With the string "West" as the filter, copy each matching line from the records.

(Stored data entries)
##########

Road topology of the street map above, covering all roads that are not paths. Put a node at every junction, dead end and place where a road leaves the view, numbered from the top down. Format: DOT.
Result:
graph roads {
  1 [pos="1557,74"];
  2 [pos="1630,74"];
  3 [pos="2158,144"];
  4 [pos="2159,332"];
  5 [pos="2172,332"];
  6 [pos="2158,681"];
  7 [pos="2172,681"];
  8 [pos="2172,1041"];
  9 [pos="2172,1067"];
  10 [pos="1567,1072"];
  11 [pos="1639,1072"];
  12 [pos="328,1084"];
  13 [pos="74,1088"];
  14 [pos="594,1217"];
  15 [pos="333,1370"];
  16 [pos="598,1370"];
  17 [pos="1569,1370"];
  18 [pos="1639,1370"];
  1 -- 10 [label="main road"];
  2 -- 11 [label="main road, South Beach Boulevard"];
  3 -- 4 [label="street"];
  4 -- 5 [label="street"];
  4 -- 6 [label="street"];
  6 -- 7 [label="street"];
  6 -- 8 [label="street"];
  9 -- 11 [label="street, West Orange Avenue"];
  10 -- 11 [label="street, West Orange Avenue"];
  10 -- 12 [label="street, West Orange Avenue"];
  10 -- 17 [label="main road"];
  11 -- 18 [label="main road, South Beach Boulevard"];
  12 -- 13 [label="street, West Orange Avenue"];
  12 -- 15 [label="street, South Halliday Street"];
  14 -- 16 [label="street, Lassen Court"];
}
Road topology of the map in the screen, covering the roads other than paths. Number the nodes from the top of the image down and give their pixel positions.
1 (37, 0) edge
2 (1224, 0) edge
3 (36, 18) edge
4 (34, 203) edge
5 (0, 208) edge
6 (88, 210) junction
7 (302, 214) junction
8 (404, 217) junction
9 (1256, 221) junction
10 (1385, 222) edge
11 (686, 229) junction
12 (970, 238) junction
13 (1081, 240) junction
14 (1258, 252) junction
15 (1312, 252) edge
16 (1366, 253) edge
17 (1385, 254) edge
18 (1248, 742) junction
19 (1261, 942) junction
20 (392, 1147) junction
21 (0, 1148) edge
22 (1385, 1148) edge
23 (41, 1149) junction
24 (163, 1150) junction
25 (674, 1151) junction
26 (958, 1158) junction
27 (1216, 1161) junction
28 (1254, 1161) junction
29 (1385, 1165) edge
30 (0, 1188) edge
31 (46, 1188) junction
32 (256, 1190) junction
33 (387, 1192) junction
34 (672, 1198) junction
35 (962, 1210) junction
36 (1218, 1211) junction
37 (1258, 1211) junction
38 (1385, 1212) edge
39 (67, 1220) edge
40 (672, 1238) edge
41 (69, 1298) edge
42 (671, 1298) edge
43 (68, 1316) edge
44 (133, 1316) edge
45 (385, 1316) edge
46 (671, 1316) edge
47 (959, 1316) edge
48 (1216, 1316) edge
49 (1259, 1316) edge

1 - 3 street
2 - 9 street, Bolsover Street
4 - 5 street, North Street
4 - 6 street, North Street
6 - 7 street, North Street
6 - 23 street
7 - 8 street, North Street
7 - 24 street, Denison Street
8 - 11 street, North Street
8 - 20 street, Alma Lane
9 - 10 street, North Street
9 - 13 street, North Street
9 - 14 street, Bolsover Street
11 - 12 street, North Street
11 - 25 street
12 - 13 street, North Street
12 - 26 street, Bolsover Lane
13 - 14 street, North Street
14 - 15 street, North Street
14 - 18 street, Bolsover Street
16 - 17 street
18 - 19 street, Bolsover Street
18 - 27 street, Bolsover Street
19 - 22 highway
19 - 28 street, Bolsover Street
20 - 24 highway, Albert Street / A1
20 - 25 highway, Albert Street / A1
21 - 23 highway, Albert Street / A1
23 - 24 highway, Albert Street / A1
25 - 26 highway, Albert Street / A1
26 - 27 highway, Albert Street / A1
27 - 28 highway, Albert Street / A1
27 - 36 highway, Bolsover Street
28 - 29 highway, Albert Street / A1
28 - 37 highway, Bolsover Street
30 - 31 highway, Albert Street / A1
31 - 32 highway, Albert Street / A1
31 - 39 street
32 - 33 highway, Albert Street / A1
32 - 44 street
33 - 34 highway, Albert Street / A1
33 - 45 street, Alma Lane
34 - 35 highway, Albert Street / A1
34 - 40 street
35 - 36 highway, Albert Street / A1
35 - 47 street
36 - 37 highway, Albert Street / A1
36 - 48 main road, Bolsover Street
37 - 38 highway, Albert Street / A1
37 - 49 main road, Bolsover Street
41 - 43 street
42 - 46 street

##########

▶ _EXERCISE SOLUTION_:
  9 -- 11 [label="street, West Orange Avenue"];
  10 -- 11 [label="street, West Orange Avenue"];
  10 -- 12 [label="street, West Orange Avenue"];
  12 -- 13 [label="street, West Orange Avenue"];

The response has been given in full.